As always, the price is $65 per person, including tax and tip. For information or reservations, call 419-243-6675.

BBQ! BBQ!

Reader Dick White of Temperance would like to share a recipe that he recommends for summertime barbecues or potluck meals. He says it is the recipe Lyndon B. Johnson always made at his annual barbecue in Texas.

The crack Morsels staff of culinary researchers and American-history experts cannot vouch for the veracity of that story, or whether the recipe was actually LBJ's, or even if it tastes any good. But it looks good enough to me. I mean, the staff.

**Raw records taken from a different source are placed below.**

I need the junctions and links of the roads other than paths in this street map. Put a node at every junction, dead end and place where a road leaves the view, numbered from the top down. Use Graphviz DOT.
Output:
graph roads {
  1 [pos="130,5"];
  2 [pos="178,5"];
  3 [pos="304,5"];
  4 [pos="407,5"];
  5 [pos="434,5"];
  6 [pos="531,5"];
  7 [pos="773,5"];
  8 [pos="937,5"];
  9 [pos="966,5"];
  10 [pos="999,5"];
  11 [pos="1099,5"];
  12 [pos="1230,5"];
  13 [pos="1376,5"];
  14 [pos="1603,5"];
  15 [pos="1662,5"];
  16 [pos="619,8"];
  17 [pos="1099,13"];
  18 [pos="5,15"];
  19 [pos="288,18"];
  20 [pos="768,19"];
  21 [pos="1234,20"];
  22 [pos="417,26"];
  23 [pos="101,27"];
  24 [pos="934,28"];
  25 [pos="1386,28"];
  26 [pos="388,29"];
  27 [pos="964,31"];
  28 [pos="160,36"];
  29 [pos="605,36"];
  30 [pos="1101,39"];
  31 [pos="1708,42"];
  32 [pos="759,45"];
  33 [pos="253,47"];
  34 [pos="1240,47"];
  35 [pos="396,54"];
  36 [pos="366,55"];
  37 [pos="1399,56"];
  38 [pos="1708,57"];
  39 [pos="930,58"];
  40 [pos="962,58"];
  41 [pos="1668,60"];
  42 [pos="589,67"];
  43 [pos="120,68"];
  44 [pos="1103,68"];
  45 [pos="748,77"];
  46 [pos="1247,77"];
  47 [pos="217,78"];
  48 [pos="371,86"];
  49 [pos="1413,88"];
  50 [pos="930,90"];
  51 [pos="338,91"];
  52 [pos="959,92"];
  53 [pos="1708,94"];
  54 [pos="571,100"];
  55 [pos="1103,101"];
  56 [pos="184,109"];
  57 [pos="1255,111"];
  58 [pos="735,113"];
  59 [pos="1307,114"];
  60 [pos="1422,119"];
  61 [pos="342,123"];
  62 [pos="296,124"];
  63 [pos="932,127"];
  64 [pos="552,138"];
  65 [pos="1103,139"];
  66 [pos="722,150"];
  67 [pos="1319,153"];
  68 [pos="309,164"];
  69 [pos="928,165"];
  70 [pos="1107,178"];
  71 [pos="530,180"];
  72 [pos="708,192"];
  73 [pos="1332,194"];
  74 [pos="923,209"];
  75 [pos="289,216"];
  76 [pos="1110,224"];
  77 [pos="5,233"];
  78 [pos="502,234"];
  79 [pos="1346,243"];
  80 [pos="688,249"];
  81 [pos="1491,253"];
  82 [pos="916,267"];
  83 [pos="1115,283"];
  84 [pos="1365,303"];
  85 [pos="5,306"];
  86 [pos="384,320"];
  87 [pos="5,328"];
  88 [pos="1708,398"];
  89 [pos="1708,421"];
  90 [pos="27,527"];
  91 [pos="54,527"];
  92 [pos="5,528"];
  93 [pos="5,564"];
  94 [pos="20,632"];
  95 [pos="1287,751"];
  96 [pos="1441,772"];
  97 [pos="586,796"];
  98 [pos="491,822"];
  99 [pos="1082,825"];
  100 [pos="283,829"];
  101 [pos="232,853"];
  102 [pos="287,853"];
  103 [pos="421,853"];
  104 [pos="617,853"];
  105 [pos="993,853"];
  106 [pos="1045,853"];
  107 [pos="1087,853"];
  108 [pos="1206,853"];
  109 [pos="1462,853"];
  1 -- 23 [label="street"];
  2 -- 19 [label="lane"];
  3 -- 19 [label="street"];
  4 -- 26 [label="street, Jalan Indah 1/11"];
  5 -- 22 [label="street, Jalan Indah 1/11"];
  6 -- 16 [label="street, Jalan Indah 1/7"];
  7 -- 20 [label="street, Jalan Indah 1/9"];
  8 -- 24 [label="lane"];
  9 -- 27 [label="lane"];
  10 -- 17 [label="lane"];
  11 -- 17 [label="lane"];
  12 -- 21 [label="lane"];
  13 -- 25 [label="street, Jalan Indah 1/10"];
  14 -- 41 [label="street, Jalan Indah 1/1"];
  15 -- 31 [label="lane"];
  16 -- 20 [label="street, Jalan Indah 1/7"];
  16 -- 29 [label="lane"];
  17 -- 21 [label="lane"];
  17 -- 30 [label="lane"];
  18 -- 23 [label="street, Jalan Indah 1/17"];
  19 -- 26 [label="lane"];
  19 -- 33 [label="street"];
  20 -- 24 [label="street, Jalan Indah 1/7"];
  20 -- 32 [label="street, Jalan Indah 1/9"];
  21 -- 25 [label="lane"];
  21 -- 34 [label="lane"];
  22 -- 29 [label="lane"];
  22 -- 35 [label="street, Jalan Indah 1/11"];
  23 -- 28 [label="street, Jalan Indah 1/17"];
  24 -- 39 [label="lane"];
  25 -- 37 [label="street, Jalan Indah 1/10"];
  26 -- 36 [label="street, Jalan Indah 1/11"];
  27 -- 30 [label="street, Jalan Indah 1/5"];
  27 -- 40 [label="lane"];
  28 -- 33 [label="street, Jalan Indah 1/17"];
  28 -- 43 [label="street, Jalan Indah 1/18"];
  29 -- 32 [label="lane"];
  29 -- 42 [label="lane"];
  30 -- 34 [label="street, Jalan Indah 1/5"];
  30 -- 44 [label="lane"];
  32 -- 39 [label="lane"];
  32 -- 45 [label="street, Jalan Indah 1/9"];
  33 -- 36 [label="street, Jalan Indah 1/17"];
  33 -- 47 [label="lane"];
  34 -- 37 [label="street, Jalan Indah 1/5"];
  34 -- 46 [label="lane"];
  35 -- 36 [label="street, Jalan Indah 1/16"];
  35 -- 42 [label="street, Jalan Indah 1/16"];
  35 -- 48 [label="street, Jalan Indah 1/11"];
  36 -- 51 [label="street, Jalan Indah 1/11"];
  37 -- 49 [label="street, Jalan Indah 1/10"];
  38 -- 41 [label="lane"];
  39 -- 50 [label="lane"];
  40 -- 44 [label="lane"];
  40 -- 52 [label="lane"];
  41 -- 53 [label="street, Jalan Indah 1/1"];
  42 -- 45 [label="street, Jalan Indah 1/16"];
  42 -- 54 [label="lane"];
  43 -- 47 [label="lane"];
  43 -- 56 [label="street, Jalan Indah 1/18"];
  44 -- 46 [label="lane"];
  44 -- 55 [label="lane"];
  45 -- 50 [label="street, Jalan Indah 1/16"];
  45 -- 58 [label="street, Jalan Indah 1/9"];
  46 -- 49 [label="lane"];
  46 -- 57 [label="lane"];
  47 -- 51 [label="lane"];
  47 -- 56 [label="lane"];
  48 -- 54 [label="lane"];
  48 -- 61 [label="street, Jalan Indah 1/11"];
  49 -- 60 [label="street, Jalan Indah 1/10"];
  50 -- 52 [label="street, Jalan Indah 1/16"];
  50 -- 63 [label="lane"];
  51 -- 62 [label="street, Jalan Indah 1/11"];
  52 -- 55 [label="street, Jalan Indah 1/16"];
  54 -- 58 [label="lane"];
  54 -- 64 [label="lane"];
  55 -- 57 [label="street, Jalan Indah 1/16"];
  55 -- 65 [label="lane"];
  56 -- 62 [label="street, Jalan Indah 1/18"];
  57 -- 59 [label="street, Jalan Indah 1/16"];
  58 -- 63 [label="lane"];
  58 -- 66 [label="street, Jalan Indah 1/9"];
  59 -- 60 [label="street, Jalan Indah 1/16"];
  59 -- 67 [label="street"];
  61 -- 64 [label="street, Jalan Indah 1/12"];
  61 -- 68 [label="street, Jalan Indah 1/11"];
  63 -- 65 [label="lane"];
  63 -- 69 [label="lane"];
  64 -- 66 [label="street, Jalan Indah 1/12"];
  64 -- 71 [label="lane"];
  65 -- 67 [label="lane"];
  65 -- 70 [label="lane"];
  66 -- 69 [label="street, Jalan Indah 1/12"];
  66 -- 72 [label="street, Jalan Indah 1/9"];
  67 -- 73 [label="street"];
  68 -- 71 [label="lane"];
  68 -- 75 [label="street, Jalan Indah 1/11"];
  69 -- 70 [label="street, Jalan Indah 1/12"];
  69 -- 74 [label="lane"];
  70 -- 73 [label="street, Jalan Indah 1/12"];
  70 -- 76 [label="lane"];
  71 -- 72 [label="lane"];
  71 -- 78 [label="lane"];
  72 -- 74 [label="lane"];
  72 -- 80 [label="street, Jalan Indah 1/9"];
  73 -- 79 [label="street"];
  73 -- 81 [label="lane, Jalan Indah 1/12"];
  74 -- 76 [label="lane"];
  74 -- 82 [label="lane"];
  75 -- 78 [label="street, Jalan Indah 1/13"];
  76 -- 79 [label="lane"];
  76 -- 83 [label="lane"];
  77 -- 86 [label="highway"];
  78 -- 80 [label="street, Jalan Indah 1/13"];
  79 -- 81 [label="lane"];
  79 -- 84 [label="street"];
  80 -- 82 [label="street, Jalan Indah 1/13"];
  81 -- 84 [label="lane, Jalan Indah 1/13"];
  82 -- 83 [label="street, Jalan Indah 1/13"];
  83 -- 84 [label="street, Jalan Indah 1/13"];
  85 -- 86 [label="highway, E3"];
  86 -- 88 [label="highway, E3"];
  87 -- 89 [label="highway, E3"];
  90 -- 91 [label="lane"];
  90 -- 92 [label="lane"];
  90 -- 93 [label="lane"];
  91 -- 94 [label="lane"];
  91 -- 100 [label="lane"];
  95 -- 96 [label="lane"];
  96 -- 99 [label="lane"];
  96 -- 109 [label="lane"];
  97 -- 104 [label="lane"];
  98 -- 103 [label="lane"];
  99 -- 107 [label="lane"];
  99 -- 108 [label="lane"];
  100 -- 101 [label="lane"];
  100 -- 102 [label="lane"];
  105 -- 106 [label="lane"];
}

At the risk of turning this column into a recipe-exchange column, here it is:

LBJ's Bar-B-Q Beans

1 pound ground chuck

1 cup chopped onions

1/2 cup green peppers, chopped

1/2 teaspoon seasoned salt

1/2 teaspoon Worcestershire sauce

1 tablespoon mustard

1/4 cup brown sugar

1/2 cup ketchup

1 can pork and beans

1 can kidney beans, drained

1 can butter beans, drained

In a large skillet over medium high heat, brown beef, onions, and green peppers. Add salt, Worcestershire sauce, mustard, brown sugar, and ketchup, and stir until smooth. Add the contents of the skillet, along with the beans, to a crock pot. Cook for 4 hours on low.